Nun erst war sie in der Lage, ihre Sinne zusammenzuhalten und sich umzusehen. Der Raum wirkte groß und hell, weit größer als man von draußen vermutet hatte. Er musste mit Hilfe eines Zaubers erweitert worden sein. Von den Decken hingen Kerzenleuchter. Der Ohrensessel, auf dem Anne saß, stand ganz in der Nähe der Treppe. Vermutlich ging es allen Besuchern wie Anne, wenn sie hier herauf kamen. Auf der anderen Seite des Raumes war eine Tür, daneben führte die Wendeltreppe weiter nach oben.

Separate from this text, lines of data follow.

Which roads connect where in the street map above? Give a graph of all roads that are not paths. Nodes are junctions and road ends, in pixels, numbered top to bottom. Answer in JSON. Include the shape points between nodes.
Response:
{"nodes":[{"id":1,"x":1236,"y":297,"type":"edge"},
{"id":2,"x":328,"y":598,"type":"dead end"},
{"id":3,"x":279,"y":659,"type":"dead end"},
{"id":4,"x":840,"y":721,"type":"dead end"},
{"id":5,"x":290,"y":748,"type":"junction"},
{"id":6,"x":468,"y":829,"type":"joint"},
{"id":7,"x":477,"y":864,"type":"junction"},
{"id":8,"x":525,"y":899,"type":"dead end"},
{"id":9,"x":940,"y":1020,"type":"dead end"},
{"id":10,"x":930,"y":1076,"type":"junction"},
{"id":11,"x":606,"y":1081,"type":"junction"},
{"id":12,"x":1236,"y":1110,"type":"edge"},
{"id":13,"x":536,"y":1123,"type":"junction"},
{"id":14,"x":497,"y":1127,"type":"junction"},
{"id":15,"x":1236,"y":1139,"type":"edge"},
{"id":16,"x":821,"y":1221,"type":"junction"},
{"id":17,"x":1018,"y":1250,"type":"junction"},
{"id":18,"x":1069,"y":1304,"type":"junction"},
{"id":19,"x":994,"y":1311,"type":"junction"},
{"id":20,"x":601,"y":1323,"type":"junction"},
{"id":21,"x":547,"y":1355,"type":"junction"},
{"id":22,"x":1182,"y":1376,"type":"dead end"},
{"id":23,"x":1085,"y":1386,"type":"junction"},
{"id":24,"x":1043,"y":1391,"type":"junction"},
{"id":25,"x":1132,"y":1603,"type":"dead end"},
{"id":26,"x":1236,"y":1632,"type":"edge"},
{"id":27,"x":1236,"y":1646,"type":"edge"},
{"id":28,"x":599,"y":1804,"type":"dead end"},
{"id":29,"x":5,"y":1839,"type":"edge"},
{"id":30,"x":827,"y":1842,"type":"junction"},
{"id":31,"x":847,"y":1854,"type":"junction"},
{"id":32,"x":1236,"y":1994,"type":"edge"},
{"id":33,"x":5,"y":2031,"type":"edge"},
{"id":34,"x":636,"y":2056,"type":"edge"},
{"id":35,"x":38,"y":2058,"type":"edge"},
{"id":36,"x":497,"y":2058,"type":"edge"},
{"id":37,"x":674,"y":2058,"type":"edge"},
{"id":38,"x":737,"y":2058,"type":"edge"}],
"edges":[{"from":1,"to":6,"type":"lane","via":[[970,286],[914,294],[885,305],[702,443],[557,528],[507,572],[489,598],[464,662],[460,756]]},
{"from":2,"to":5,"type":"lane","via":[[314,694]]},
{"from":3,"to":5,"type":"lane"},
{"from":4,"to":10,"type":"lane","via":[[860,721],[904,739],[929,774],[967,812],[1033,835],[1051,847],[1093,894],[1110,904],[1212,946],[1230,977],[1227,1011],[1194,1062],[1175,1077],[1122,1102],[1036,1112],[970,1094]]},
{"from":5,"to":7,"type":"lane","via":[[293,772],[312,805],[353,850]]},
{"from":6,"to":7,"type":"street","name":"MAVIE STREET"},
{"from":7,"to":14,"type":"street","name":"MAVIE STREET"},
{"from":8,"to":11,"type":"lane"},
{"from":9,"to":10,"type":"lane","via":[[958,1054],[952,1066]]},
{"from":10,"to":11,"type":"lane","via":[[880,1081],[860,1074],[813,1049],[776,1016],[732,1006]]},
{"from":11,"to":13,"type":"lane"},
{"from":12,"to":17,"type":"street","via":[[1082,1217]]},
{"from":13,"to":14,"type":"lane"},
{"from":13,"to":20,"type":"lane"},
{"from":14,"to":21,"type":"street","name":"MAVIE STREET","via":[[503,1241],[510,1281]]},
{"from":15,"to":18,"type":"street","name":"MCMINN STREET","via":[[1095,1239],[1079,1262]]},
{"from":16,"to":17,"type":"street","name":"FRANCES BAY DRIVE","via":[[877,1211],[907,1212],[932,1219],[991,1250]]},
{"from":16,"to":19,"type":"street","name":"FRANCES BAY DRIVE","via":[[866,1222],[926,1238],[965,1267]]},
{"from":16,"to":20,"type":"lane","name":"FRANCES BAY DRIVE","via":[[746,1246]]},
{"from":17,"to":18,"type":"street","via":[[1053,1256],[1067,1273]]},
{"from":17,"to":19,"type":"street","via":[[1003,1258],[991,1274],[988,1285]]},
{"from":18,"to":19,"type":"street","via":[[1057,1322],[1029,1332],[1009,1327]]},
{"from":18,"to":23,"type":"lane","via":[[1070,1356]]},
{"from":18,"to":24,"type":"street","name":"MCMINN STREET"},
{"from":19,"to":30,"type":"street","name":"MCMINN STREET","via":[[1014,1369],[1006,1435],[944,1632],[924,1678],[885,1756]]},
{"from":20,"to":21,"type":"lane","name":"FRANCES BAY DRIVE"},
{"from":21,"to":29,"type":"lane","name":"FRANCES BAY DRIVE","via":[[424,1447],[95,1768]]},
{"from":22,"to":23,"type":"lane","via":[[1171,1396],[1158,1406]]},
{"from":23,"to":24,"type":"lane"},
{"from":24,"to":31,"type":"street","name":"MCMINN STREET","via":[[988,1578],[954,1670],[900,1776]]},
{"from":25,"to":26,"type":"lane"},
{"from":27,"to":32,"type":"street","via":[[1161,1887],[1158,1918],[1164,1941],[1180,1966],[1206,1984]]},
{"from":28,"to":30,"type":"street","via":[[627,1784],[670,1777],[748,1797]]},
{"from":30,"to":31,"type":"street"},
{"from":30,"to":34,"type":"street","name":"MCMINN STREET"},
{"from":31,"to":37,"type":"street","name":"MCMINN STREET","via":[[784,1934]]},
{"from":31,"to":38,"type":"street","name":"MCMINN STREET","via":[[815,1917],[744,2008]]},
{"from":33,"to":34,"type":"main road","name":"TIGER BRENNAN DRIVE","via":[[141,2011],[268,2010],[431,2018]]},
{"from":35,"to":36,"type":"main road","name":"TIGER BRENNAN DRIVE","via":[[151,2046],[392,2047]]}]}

Auf diese Tür ging die Oberin nun zu. „Folge mir, Anne.“ Der Raum war dunkel und Anne konnte nichts erkennen. Die Oberin klatschte wieder in die Hände und ein Teil des Raumes war plötzlich hell erleuchtet, obwohl nirgendwo Lampen zu sehen waren. Anne stellte nun fest, dass sie vor einem riesigen Spiegel stand. Wieder bemächtigte sich ihrer ein seltsames Gefühl. War es Stolz? Die Oberin wandte sich zur Tür. „Ich werde die Tür nun schließen. Du wirst dich eine Weile im Spiegel betrachten und wenn du wieder herauskommst, sagst du mir, was du gesehen hast.“ Schon war sie verschwunden. Anne war ein wenig unheimlich zumute, in diesem dunklen Raum mit dem riesigen Spiegel. Sie entschied sich, die Aufgabe so schnell wie möglich zu erfüllen, und konzentrierte sich.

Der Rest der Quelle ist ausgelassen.